If you're a regular Gizmag reader, then you're probably familiar with velomobiles – they're recumbent tricycles covered with an aerodynamic shell, often featuring an electric motor to assist with the pedalling. Intended to fill a niche between bicycle and car, they're still quite a rare sight in most of the world … perhaps because they're just too weird to be big sellers. Swedish design engineer Mikael Kjellman has set out to change that, with his decidedly car-like PodRide.

Kjellman's 70-kg (154-lb) creation features four wheels for added stability, a waterproof fabric body mounted on an aluminum frame, and a seat height that offers the same visibility as that of a small car. He's been using the prototype as a daily commuter for the past year in all four seasons, and found it to be "a very practical and comfortable little vehicle."

Augmenting the rider's pedalling power is a 250-watt crankshaft-mounted motor, taking the PodRide to an electronically-limited top speed of 25 km/h (15.5 mph). One charge of the onboard battery pack should be good for a motor-assisted range of about 60 km (37 miles).

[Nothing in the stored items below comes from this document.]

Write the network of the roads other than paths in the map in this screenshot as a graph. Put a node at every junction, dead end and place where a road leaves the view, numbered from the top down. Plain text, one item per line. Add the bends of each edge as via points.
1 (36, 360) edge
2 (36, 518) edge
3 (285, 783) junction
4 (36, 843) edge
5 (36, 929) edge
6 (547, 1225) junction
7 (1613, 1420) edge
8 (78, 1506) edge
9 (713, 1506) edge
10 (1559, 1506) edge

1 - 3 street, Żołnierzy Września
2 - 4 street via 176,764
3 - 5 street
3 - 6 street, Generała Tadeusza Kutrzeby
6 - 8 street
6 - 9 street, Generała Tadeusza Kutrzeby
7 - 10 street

Other features include a full LED lighting system, 14-speed hub transmission, airsprung suspension, rear cargo compartment, interior defogging fan, and a manually-operated windshield wiper.

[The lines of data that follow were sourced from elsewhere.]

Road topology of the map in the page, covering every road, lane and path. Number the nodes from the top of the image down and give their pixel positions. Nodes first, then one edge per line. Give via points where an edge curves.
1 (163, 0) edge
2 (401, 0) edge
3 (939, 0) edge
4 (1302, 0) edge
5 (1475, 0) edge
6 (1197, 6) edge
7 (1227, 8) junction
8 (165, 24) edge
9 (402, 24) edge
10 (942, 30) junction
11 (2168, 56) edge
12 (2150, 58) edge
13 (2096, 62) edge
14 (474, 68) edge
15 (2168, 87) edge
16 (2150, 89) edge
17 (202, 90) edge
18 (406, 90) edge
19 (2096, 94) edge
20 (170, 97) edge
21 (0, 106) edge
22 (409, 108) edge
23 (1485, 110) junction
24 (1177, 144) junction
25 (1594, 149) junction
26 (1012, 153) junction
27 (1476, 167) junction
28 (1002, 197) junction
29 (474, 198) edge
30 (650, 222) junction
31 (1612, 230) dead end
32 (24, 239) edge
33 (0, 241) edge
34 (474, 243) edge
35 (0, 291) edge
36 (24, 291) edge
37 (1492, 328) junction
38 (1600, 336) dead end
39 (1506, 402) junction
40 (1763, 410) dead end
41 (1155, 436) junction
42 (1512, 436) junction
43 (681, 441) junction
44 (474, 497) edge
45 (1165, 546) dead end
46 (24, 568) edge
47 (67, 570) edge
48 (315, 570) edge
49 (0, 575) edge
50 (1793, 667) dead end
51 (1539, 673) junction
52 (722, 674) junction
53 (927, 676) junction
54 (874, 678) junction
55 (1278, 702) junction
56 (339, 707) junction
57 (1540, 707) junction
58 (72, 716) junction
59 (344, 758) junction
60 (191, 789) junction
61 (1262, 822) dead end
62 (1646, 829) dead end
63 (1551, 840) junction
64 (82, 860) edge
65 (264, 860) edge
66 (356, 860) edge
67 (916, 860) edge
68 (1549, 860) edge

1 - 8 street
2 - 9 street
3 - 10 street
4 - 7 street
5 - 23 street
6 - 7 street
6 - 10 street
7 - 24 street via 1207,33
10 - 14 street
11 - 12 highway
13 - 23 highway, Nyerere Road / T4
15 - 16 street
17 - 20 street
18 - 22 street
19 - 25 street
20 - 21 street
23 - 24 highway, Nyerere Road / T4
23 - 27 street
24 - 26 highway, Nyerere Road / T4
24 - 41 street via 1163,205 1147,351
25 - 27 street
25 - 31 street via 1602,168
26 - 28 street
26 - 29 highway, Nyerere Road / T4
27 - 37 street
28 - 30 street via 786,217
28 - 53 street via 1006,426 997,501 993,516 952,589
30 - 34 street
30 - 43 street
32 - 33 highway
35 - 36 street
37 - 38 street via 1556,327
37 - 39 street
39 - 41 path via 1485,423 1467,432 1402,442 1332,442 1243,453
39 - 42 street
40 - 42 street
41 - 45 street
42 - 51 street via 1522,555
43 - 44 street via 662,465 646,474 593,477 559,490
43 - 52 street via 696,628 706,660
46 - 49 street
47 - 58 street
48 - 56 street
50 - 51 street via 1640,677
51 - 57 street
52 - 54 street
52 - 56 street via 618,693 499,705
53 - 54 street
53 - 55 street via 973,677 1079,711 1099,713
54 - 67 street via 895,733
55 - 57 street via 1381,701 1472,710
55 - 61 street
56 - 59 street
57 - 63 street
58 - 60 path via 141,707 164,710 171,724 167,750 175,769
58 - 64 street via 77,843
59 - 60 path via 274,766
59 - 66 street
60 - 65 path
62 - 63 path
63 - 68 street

The PodRide, open for business
The PodRide, open for business

The PodRide is narrow enough to fit on regular bike paths, and is classified as an e-bike in Sweden – that means no special licenses or insurance are required in order to use it. In fact, it's not even the only Swedish cloth-bodied four-wheeled cycle car we've seen. We also recently heard about the Velove Armadillo, which Kjellman tells us is not related to his project.

If you'd like a PodRide of your own, take note that Mikael has turned to Indiegogo to raise funds for an assemble-it-yourself kit. He estimates that a final fully-assembled production model might ultimately sell for around €2,500 (about US$2,845), if the market were large enough.

The prototype can be seen in action, in the following video.

Sources: Indiegogo, JMK-Innovation

PodRide pitch v1,1

18 comments
Milton
This is the best looking enclosed quad-bike for commuting I have ever seen. Very well thought-out and totally awesome!!! I'd buy one for $3,000 tomorrow if it were in the USA and I could probably register it as a N.E.V. to bump the speeds up to 25 MPH. Love it
Daishi
I really like the concept.
Greg
I would buy one.
bhtooefr
It's worth noting that in many jurisdictions, a four-wheel vehicle that doesn't meet the car, low-speed vehicle (US), or quadricycle (Europe) regulations is treated as an illegal car, not a bicycle. (Also, calling vehicles like these, or the Veemo, "velomobiles" is controversial among some velomobile fans - an idea I had, that actually comes from both velomobile and recumbent history, is to call vehicles like this velocars - many modern recumbents (via the Vélo-Vélocar, which was a long-wheelbase recumbent bicycle), and all modern velomobiles, can consider the Mochet Vélocar as an ancestor, but the Vélocar was specifically trying to be a human-powered car.)
Tom Lee Mullins
I think that is really neat. It would be great for gated communities and going around downtown areas where the speed limit is low.
Bob Flint
This hits all the right points, well done, I hope the ridiculous legislation does not deter from fully developing this vehicle, yes safety is an issue and were you actually drive it. Unfortunately in most North American roads, it has great appeal however it maybe used at risk sitting in between a bicycle, and not really a car regardless of how many wheels it has. BTW love the studded tires, mini heater and ice donuts....
Shohreh
Love the wiper.
EZ
Air bags?
StWils
Getting more attractive even though this one still has a clown car sort of vibe. At least the price is actually within a reasonable range! I would like to see a hard skin reinforced by foam crash bar/shell to improve impact resistance within a tolerable increase in weight. Even though riders are careful enough there are simply too many motor vehicle drivers that are dangerous, hostile, and inconsiderate.
David A Galler
It certainly is cute.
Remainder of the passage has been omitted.